Daí a ideia fluiu e fundou-se a União Recreativa do Santa Cruz em no dia 10/5/2009. Foram três títulos conquistados ao longo dos 11 anos de existência da escola de samba, sendo eles em 2010 com o tema Chico Rei, em 2014 retratando a China Milenar, e em 2018 quando tiveram a temática sobre Marília de Dirceu.
O nome da escola de samba tem um sentido, pois a ideia é que a União Recreativa do Santa Cruz, assim como em sua fundação, trabalha e incentiva vários tipos de trabalho de integração na comunidade. As pessoas que trabalham todos os anos tomaram a iniciativa como um ideal de vida e integram a equipe de diretoria . Além disso, são 30 membros da bateria para fazer o enredo funcionar.
No dia do desfile sempre é esperado entre 150 a 250 pessoas, porém, no título de 2014, a União Recreativa do Santa Cruz desfilou com cerca de 650 pessoas pela Praça Tiradentes.
Função Social
Fernando Marques é um dos fundadores da escola e conta que a comunidade já passou por muitos problemas e que isso influenciou na possibilidade da União Recreativa do Santa Cruz desfilar.

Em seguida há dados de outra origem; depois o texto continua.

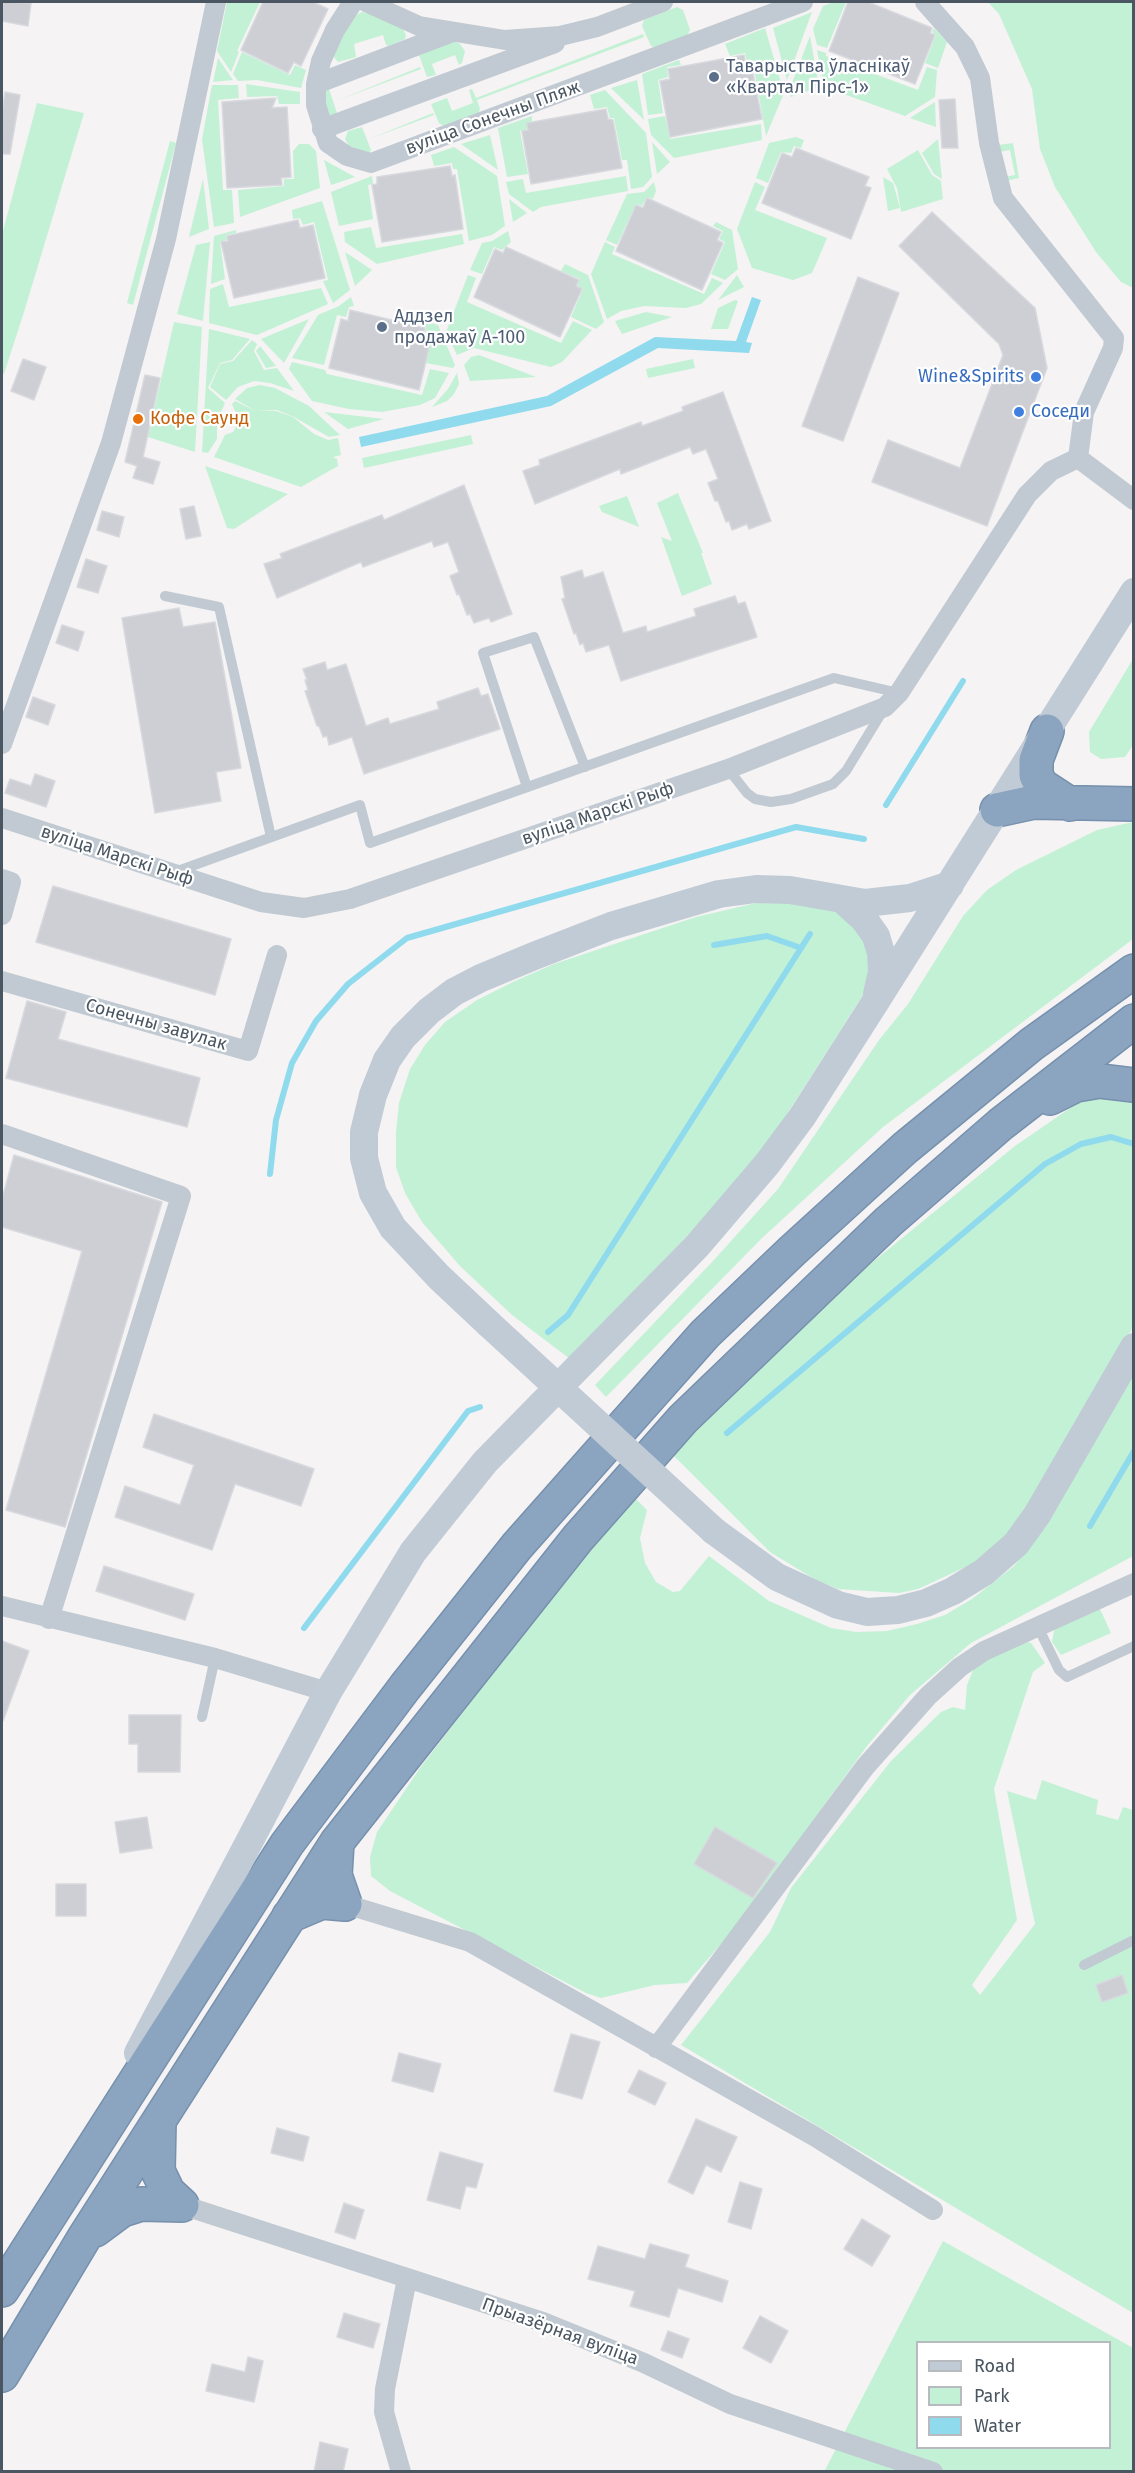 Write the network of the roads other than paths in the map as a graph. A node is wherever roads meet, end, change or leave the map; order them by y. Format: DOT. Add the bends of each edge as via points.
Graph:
graph roads {
  1 [pos="216,2"];
  2 [pos="353,2"];
  3 [pos="366,2"];
  4 [pos="663,2"];
  5 [pos="803,2"];
  6 [pos="926,2"];
  7 [pos="597,27"];
  8 [pos="453,32"];
  9 [pos="316,84"];
  10 [pos="322,129"];
  11 [pos="1078,458"];
  12 [pos="1134,500"];
  13 [pos="1134,592"];
  14 [pos="165,596"];
  15 [pos="892,700"];
  16 [pos="1047,731"];
  17 [pos="2,744"];
  18 [pos="585,767"];
  19 [pos="728,770"];
  20 [pos="527,787"];
  21 [pos="1070,804"];
  22 [pos="1134,804"];
  23 [pos="997,810"];
  24 [pos="2,818"];
  25 [pos="271,837"];
  26 [pos="170,874"];
  27 [pos="2,879"];
  28 [pos="950,885"];
  29 [pos="843,900"];
  30 [pos="2,915"];
  31 [pos="913,943"];
  32 [pos="277,955"];
  33 [pos="1134,971"];
  34 [pos="2,981"];
  35 [pos="876,1001"];
  36 [pos="1134,1021"];
  37 [pos="1134,1085"];
  38 [pos="1001,1124"];
  39 [pos="2,1134"];
  40 [pos="1134,1347"];
  41 [pos="1134,1583"];
  42 [pos="2,1605"];
  43 [pos="50,1619"];
  44 [pos="1037,1625"];
  45 [pos="1134,1646"];
  46 [pos="215,1658"];
  47 [pos="328,1692"];
  48 [pos="202,1718"];
  49 [pos="337,1842"];
  50 [pos="345,1904"];
  51 [pos="289,1916"];
  52 [pos="1134,1940"];
  53 [pos="1084,1965"];
  54 [pos="656,2048"];
  55 [pos="159,2122"];
  56 [pos="64,2193"];
  57 [pos="182,2205"];
  58 [pos="933,2210"];
  59 [pos="84,2238"];
  60 [pos="407,2279"];
  61 [pos="2,2290"];
  62 [pos="2,2375"];
  63 [pos="401,2472"];
  64 [pos="933,2472"];
  1 -- 17 [label="street" via="166,239 111,443"];
  2 -- 9 [label="street, вуліца Сонечны Пляж" via="321,61"];
  3 -- 8 [label="street" via="419,26"];
  4 -- 7 [label="street"];
  5 -- 10 [label="street, вуліца Сонечны Пляж" via="371,163 336,150"];
  6 -- 11 [label="street" via="965,47 980,78 989,143 1003,198 1114,338 1084,412"];
  7 -- 8 [label="street" via="560,36 505,40"];
  7 -- 10 [label="street"];
  8 -- 9 [label="street"];
  9 -- 10 [label="street, вуліца Сонечны Пляж"];
  11 -- 12 [label="street"];
  11 -- 15 [label="street" via="1051,471 1027,495"];
  13 -- 16 [label="street"];
  14 -- 25 [label="lane" via="219,607"];
  15 -- 18 [label="lane" via="834,678"];
  15 -- 19 [label="street, вуліца Марскі Рыф"];
  15 -- 19 [label="lane" via="846,771 833,784 771,802 755,799"];
  16 -- 21 [label="highway" via="1036,760 1036,775 1041,785"];
  16 -- 23 [label="street"];
  18 -- 20 [label="lane"];
  18 -- 20 [label="lane" via="534,637 483,652"];
  19 -- 26 [label="street, вуліца Марскі Рыф" via="325,906 271,904"];
  20 -- 25 [label="lane" via="370,843 360,805"];
  21 -- 22 [label="highway"];
  21 -- 23 [label="highway" via="1034,802"];
  23 -- 28 [label="street"];
  24 -- 26 [label="street, вуліца Марскі Рыф"];
  25 -- 26 [label="lane"];
  27 -- 30 [label="street" via="11,882"];
  28 -- 29 [label="street" via="893,900"];
  28 -- 31 [label="street"];
  29 -- 31 [label="street"];
  29 -- 35 [label="street" via="876,936 882,972"];
  29 -- 40 [label="street, bridge" via="790,890 719,894 610,926 454,992 403,1037 387,1060 373,1095 364,1132 364,1158 373,1193 393,1228 438,1277 714,1531 777,1577 838,1605 867,1611 898,1610 953,1591 984,1572 1016,1544 1037,1515"];
  31 -- 35 [label="street"];
  32 -- 34 [label="street, Сонечны завулак" via="248,1051"];
  33 -- 56 [label="highway" via="1032,1044 905,1148 705,1334 517,1546 287,1844"];
  35 -- 47 [label="street" via="802,1117 736,1203 485,1462 441,1515 387,1591"];
  36 -- 38 [label="highway"];
  37 -- 38 [label="highway" via="1100,1081 1076,1084"];
  38 -- 49 [label="highway" via="888,1222 683,1419 578,1538"];
  39 -- 43 [label="street" via="181,1196"];
  41 -- 44 [label="street"];
  42 -- 43 [label="street"];
  43 -- 46 [label="street"];
  44 -- 45 [label="lane" via="1059,1670 1067,1677"];
  44 -- 54 [label="street" via="960,1667 913,1712 865,1767"];
  46 -- 47 [label="street"];
  46 -- 48 [label="lane"];
  47 -- 56 [label="street"];
  49 -- 50 [label="highway" via="335,1875"];
  49 -- 51 [label="highway"];
  50 -- 51 [label="highway" via="322,1902"];
  50 -- 54 [label="street" via="470,1942"];
  51 -- 55 [label="highway"];
  52 -- 53 [label="lane"];
  54 -- 58 [label="street" via="814,2136"];
  55 -- 57 [label="highway" via="158,2171 168,2192"];
  55 -- 59 [label="highway"];
  56 -- 61 [label="highway"];
  57 -- 59 [label="highway" via="141,2204 122,2210"];
  57 -- 60 [label="street, Прыазёрная вуліца"];
  59 -- 62 [label="highway"];
  60 -- 63 [label="street" via="384,2412"];
  60 -- 64 [label="street, Прыазёрная вуліца" via="593,2341 730,2404"];
}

“A escola de samba traz para comunidade união, espírito de garra, mostrar para as pessoas que aqui tem credibilidade. Aqui já foi uma comunidade muito criticada. Realmente já passamos por períodos turbulentos. Muito tráfico de drogas, violência e etc. Por isso, nós tivemos rejeição para entrar na Liga da Escolas de Samba na época. Então quando chega perto do carnaval, é um período que a comunidade realmente se entrega. E nós temos pessoas aqui que começaram com cinco anos e hoje já estão com 20 anos de idade e hoje tem compromisso com a escola de samba e ele passa isso para os outros. Aqui existe uma função social, é educação, assim como o esporte faz”, conta Fernando sobre as dificuldades encontradas na comunidade e na escola de samba.
Patrimônio
Sobre os enredos que as escolas de samba levam às ruas nos ensaios e na Praça Tiradentes, onde acontece o desfile, Fernando disse que há algo de diferente na batida e que isso precisa ser valorizado como cultura própria de Ouro Preto.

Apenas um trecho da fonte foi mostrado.